PC Pine
Pine is a mature, robust, reliable, secure, feature-rich program for reading email and newsgroups available from the University of Washington. Most Unix users are familiar with pine, and most Windows users aren't even aware that a Windows version exists. The usual complaints about pine are that it can't view attachments or web URLs; both of these are simply false. One of the biggest advantages of pine is that it requires real effort to get infected by a virus if you use it.
Out of the box, the Unix versions of pine are configured for reading locally delivered email and archive folders and for sending mail using a local MTA (such as /usr/bin/sendmail -bs). However, this is not the only way that pine can be used. In fact, on the Physics Department's Linux computers we have configured system-wide defaults so that pine will run as an IMAP client using a remote SMTP server with authentification, and both are encrypted using SSL. If you are using pine on one of the computers we maintain, then you should not have to change any settings to access your email.
The first time you launch PC-Pine, it will not find its configuration file and you will be greeted with the following dialog box

It really doesn't matter whether you store your configuration file on the IMAP server or locally on the client, but by choosing the server you can use the same configuration file from multiple clients which is probably a good thing. So fill in the fields as shown in the picture (as usual substituting your real username for "username"), and then you will be prompted for your password. Once you've succesfully logged in, you will get several complaints from pine, but eventually you should be able to get to the main menu screen.
Basic configuration
The key to using pine as an IMAP client is how you configure the 'inbox-path'. From the main menu screen press S for "Setup" and C for "Config". The first five configuration options are the important ones. They should be set to
personal-name = whatever you call yourself
user-domain = physics.harvard.edu
smtp-server = physics.harvard.edu/user=username
nntp-server = news.fas.harvard.edu (or skip it if you don't read news groups).
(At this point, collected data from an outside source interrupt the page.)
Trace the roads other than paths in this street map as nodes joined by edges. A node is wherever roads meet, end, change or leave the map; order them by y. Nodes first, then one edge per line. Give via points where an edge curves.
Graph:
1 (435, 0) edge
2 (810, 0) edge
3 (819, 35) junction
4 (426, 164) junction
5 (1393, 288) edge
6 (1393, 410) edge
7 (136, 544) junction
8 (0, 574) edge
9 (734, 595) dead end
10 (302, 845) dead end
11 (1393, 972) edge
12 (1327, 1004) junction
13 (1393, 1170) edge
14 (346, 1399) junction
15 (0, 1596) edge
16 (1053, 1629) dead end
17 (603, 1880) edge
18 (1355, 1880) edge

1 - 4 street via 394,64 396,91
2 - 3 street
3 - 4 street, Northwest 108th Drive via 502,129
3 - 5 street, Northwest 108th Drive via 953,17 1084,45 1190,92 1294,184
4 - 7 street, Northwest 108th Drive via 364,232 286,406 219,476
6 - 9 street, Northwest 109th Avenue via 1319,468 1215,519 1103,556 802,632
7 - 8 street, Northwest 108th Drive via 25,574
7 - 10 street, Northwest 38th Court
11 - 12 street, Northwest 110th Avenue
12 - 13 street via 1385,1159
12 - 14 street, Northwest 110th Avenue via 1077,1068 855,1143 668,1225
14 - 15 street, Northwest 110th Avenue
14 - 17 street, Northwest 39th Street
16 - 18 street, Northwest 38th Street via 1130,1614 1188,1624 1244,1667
inbox-path = {physics.harvard.edu/ssl/user=username}INBOX
(N.B. modern versions of pine will ask you to specifiy the incoming server "physics.harvard.edu/ssl/user=username" and then the inbox path "INBOX" separately.) And those are all of the crucial settings. After that, you should be able to read your email as if you were on Unix running pine, except that all those annoying Word document attachments will be much less annoying.
How to copy the configuration from your Unix pine to PC-pine:
Log in to login.physics.harvard.edu (using SSH or something). Run Unix pine and choose
(S) for Setup
(Z) for RemoteConfigSetup
You will be prompted to convert the addressbook to a remote address book, the signature file to a literal signature, and the configuration to a remote configuration. In all cases, the defaults are fine, and when prompted for a server name the answer is "physics.harvard.edu/ssl/user=username".